Hero of the Year for 2005 among the position players goes to Troy Glaus, largely because clutch performance was only a minor consideration. :-) He had one excellent month (hitting .293 in August, with 9 HR), and avoided anything worse than a -1 in the second half. Clark and Tracy followed close behind, as you'd expect - Clark was one of only 6 major-leaguers to post an OPS over 1.000 in 150+ PA's. Green didn't actually make much impression on the panel in the second half: an anemic September, batting .270 with only 3 RBIs, likely contributed to his performance.
Luis Terrero is the AZ SnakePit Zero of the Year, and the reason why can be summed up in three words: hidden ball trick. That moment of incompetence will appear on SportsCenter re-runs for years to come, and was the biggest embarrassment in franchise history. McCracken didn't reach such depths, but was wholly incompetent in center field, batting .234 with a single home-run in 128 at-bats.

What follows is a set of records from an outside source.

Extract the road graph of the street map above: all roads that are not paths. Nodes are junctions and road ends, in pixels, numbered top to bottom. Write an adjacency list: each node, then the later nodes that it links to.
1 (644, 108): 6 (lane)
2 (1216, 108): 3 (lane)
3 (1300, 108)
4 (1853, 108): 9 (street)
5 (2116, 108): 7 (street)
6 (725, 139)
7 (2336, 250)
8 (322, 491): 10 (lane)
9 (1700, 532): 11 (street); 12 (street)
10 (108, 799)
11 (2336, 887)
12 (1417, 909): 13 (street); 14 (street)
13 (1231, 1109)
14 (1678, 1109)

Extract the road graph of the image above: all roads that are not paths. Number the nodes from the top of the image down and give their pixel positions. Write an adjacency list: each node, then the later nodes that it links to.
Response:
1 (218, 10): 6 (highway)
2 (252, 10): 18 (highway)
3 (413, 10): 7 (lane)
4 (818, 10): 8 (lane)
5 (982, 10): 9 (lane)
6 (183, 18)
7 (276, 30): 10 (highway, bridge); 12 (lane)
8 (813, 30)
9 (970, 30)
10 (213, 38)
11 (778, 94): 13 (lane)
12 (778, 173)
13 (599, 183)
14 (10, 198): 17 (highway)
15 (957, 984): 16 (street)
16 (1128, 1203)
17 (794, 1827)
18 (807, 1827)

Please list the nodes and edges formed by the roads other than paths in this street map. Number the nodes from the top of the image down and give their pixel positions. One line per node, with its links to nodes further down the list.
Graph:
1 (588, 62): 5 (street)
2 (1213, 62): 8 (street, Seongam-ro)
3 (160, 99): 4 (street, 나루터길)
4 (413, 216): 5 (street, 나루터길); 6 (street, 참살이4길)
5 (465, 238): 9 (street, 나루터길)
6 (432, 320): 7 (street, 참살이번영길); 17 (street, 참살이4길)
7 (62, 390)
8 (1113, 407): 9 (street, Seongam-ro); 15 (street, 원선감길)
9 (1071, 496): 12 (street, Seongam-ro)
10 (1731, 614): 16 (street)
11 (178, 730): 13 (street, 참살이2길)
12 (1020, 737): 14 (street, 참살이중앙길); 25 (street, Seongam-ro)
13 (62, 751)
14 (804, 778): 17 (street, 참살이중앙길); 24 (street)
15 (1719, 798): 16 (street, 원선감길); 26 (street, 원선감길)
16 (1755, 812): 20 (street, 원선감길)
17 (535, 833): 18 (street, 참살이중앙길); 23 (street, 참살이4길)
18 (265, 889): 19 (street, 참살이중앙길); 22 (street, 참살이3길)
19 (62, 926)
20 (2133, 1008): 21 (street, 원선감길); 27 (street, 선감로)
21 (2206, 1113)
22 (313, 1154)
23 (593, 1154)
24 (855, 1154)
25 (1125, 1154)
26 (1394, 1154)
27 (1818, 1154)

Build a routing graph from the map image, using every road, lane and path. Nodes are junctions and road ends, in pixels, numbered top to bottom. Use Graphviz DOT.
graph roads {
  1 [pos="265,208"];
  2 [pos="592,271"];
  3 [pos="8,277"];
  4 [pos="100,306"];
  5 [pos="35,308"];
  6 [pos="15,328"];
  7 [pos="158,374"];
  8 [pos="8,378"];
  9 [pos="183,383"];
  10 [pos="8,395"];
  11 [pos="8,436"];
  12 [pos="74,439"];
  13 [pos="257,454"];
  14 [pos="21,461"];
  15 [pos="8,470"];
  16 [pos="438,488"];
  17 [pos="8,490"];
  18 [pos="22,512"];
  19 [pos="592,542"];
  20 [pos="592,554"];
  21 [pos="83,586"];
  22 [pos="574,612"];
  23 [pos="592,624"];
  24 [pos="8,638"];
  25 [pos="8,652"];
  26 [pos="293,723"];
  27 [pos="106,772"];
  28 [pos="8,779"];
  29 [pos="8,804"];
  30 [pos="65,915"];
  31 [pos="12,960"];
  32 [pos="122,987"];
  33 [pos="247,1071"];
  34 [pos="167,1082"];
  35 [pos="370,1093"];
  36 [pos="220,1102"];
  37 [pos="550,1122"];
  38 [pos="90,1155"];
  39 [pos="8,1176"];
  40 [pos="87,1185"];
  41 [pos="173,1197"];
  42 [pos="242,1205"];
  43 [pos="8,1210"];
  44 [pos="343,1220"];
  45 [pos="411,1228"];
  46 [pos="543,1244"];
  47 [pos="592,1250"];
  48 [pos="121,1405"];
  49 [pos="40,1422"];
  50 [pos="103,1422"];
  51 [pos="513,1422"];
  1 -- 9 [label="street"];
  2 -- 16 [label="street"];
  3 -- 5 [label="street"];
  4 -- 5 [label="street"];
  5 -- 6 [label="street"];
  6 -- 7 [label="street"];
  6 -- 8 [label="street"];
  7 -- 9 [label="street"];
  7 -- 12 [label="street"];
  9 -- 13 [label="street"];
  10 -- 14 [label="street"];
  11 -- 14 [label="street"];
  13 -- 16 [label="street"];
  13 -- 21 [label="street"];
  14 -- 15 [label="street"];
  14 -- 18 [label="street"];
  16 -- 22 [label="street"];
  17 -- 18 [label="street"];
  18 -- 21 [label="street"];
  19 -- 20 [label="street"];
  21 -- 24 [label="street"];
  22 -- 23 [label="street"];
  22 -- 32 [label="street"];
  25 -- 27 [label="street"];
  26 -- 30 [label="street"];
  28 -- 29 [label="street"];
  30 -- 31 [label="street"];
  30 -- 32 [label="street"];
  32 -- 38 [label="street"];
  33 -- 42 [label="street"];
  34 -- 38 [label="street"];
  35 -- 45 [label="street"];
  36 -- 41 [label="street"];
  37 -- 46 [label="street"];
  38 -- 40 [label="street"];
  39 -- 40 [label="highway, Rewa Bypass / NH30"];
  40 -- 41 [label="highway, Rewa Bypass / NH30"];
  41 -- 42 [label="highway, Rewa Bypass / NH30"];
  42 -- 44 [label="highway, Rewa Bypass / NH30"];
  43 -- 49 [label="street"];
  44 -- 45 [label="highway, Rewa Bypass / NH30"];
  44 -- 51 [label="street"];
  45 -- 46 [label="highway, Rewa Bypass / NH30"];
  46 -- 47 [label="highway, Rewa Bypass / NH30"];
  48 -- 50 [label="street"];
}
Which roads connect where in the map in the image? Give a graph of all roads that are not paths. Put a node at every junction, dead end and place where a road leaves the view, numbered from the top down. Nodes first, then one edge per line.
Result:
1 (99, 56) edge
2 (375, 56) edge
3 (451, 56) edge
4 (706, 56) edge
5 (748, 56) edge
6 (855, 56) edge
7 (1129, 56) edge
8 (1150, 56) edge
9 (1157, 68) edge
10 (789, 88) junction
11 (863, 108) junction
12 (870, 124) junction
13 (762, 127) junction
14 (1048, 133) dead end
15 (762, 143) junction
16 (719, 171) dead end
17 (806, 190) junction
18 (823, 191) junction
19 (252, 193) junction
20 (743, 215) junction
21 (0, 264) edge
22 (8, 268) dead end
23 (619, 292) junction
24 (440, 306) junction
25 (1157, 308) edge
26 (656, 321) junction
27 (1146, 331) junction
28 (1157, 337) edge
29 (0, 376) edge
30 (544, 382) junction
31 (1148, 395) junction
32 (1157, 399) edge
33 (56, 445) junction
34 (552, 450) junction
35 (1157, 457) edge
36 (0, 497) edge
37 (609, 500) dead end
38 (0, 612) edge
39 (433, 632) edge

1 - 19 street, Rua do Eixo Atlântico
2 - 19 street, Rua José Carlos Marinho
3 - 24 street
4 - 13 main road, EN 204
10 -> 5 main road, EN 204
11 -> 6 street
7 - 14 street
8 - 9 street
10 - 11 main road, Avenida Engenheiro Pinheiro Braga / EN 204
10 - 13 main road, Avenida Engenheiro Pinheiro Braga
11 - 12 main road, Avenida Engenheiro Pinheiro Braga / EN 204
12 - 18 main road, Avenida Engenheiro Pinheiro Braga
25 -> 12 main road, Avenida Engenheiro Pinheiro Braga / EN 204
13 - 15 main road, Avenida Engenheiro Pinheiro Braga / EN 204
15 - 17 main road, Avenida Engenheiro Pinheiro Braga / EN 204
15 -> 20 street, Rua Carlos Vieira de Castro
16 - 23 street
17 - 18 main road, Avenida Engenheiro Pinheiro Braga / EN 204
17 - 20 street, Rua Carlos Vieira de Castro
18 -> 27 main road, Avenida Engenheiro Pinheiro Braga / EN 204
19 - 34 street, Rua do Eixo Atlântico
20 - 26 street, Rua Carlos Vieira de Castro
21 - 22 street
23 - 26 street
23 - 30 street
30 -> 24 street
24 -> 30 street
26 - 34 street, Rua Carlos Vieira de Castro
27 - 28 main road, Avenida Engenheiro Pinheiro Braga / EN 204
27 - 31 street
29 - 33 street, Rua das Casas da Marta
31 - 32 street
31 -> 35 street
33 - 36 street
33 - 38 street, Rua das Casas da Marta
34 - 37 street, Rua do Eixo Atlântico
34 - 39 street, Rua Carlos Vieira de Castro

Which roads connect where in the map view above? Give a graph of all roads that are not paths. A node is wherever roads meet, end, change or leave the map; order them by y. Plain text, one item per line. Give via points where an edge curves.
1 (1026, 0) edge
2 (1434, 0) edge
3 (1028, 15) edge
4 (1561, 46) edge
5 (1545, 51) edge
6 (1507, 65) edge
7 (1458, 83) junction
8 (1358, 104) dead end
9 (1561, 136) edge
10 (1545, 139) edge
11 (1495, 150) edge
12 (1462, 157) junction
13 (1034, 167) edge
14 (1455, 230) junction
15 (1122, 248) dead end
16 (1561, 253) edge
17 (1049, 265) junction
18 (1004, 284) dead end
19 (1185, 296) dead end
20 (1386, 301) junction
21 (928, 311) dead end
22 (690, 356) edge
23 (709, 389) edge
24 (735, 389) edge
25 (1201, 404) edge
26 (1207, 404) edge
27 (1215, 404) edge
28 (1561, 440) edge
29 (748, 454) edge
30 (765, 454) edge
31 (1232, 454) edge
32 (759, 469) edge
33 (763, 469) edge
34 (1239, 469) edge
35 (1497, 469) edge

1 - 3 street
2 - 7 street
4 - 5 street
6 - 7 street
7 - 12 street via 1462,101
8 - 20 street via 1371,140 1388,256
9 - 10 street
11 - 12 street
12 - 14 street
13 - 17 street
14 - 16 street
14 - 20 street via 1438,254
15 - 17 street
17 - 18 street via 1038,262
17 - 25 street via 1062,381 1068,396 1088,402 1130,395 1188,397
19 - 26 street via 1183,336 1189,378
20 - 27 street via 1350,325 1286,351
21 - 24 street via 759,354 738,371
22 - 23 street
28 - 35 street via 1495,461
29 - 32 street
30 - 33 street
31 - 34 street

Up the middle, Clayton did rebound in the second-half, but is still known in our house as 'Royce the Rally-Slayer'. Counsell's post-All Star OPS of .664 was 110 points down on his pre-break figure. And Snyder? Only his defense and limited playing time stopped him from sinking further, as his OPS of .598 ranked 311th out of 313 among major-leaguers with 250+ PA's. Little wonder Moorad is keen to upgrade offensively.
Congratulations - or commiserations - to all those involved, and we'll do the same again next year.